[Collected data]
★ ★ ★

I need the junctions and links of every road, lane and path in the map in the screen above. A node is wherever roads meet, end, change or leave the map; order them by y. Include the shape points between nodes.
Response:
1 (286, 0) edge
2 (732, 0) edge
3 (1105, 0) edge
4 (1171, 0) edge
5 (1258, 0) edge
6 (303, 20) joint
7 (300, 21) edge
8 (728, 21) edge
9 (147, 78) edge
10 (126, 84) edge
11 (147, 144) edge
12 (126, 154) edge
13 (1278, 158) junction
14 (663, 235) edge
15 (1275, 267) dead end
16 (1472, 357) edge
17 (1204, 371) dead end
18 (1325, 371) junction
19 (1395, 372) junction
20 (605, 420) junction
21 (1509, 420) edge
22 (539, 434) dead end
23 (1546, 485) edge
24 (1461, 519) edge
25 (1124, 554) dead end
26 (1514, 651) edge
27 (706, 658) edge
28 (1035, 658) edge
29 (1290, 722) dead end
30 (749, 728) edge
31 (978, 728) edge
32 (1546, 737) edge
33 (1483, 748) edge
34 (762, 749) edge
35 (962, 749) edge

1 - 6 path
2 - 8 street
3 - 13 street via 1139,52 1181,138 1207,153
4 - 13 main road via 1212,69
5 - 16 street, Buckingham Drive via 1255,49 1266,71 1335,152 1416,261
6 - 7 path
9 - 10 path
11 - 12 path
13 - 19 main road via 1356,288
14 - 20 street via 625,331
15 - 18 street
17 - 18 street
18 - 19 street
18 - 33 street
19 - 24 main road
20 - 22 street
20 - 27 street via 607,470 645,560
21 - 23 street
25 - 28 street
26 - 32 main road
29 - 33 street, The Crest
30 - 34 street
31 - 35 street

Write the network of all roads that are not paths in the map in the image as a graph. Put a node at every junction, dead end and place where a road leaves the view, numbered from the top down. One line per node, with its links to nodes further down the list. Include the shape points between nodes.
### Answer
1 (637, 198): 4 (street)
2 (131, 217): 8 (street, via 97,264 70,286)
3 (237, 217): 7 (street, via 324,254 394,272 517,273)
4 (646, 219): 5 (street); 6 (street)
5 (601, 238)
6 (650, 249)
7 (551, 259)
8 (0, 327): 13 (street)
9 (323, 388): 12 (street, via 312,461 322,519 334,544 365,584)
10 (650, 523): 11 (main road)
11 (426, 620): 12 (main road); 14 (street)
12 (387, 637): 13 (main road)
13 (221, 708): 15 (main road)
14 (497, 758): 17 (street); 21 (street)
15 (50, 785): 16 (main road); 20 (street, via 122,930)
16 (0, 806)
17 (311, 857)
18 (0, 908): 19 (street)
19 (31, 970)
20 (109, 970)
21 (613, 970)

★ ★ ★

WHAT YOU WILL DO
Please return all of the entries exactly as they were given.

SOLUTION FOR THIS EXERCISE
I need the junctions and links of every road, lane and path in the map in the screen above. A node is wherever roads meet, end, change or leave the map; order them by y. Include the shape points between nodes.
Response:
1 (286, 0) edge
2 (732, 0) edge
3 (1105, 0) edge
4 (1171, 0) edge
5 (1258, 0) edge
6 (303, 20) joint
7 (300, 21) edge
8 (728, 21) edge
9 (147, 78) edge
10 (126, 84) edge
11 (147, 144) edge
12 (126, 154) edge
13 (1278, 158) junction
14 (663, 235) edge
15 (1275, 267) dead end
16 (1472, 357) edge
17 (1204, 371) dead end
18 (1325, 371) junction
19 (1395, 372) junction
20 (605, 420) junction
21 (1509, 420) edge
22 (539, 434) dead end
23 (1546, 485) edge
24 (1461, 519) edge
25 (1124, 554) dead end
26 (1514, 651) edge
27 (706, 658) edge
28 (1035, 658) edge
29 (1290, 722) dead end
30 (749, 728) edge
31 (978, 728) edge
32 (1546, 737) edge
33 (1483, 748) edge
34 (762, 749) edge
35 (962, 749) edge

1 - 6 path
2 - 8 street
3 - 13 street via 1139,52 1181,138 1207,153
4 - 13 main road via 1212,69
5 - 16 street, Buckingham Drive via 1255,49 1266,71 1335,152 1416,261
6 - 7 path
9 - 10 path
11 - 12 path
13 - 19 main road via 1356,288
14 - 20 street via 625,331
15 - 18 street
17 - 18 street
18 - 19 street
18 - 33 street
19 - 24 main road
20 - 22 street
20 - 27 street via 607,470 645,560
21 - 23 street
25 - 28 street
26 - 32 main road
29 - 33 street, The Crest
30 - 34 street
31 - 35 street

Write the network of all roads that are not paths in the map in the image as a graph. Put a node at every junction, dead end and place where a road leaves the view, numbered from the top down. One line per node, with its links to nodes further down the list. Include the shape points between nodes.
### Answer
1 (637, 198): 4 (street)
2 (131, 217): 8 (street, via 97,264 70,286)
3 (237, 217): 7 (street, via 324,254 394,272 517,273)
4 (646, 219): 5 (street); 6 (street)
5 (601, 238)
6 (650, 249)
7 (551, 259)
8 (0, 327): 13 (street)
9 (323, 388): 12 (street, via 312,461 322,519 334,544 365,584)
10 (650, 523): 11 (main road)
11 (426, 620): 12 (main road); 14 (street)
12 (387, 637): 13 (main road)
13 (221, 708): 15 (main road)
14 (497, 758): 17 (street); 21 (street)
15 (50, 785): 16 (main road); 20 (street, via 122,930)
16 (0, 806)
17 (311, 857)
18 (0, 908): 19 (street)
19 (31, 970)
20 (109, 970)
21 (613, 970)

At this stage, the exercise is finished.